Stored items:
┌──

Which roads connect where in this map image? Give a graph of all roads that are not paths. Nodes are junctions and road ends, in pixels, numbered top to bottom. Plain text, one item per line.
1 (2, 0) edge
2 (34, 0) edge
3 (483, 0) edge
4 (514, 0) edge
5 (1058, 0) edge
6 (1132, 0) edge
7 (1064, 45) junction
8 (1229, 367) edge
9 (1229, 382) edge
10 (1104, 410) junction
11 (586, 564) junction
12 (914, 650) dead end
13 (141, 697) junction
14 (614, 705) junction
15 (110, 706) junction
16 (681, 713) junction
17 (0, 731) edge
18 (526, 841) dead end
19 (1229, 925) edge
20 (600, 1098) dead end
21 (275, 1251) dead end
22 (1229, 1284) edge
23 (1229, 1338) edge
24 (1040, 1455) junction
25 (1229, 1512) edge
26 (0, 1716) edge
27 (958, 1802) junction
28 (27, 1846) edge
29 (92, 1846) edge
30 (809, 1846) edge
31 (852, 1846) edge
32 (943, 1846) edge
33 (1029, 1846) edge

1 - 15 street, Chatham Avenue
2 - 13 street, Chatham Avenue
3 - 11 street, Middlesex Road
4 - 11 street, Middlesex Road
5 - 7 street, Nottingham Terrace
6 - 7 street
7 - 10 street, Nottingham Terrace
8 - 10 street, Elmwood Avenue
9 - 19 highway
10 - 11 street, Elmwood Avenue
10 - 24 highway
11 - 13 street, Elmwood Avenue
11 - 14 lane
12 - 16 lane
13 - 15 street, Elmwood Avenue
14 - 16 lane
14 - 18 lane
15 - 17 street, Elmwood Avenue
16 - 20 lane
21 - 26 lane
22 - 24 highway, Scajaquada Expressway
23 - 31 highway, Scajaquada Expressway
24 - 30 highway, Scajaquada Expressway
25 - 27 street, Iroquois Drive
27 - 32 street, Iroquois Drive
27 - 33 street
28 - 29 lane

└──

What this task involves: Write all of the records out again exactly.

Written solution:
Which roads connect where in this map image? Give a graph of all roads that are not paths. Nodes are junctions and road ends, in pixels, numbered top to bottom. Plain text, one item per line.
1 (2, 0) edge
2 (34, 0) edge
3 (483, 0) edge
4 (514, 0) edge
5 (1058, 0) edge
6 (1132, 0) edge
7 (1064, 45) junction
8 (1229, 367) edge
9 (1229, 382) edge
10 (1104, 410) junction
11 (586, 564) junction
12 (914, 650) dead end
13 (141, 697) junction
14 (614, 705) junction
15 (110, 706) junction
16 (681, 713) junction
17 (0, 731) edge
18 (526, 841) dead end
19 (1229, 925) edge
20 (600, 1098) dead end
21 (275, 1251) dead end
22 (1229, 1284) edge
23 (1229, 1338) edge
24 (1040, 1455) junction
25 (1229, 1512) edge
26 (0, 1716) edge
27 (958, 1802) junction
28 (27, 1846) edge
29 (92, 1846) edge
30 (809, 1846) edge
31 (852, 1846) edge
32 (943, 1846) edge
33 (1029, 1846) edge

1 - 15 street, Chatham Avenue
2 - 13 street, Chatham Avenue
3 - 11 street, Middlesex Road
4 - 11 street, Middlesex Road
5 - 7 street, Nottingham Terrace
6 - 7 street
7 - 10 street, Nottingham Terrace
8 - 10 street, Elmwood Avenue
9 - 19 highway
10 - 11 street, Elmwood Avenue
10 - 24 highway
11 - 13 street, Elmwood Avenue
11 - 14 lane
12 - 16 lane
13 - 15 street, Elmwood Avenue
14 - 16 lane
14 - 18 lane
15 - 17 street, Elmwood Avenue
16 - 20 lane
21 - 26 lane
22 - 24 highway, Scajaquada Expressway
23 - 31 highway, Scajaquada Expressway
24 - 30 highway, Scajaquada Expressway
25 - 27 street, Iroquois Drive
27 - 32 street, Iroquois Drive
27 - 33 street
28 - 29 lane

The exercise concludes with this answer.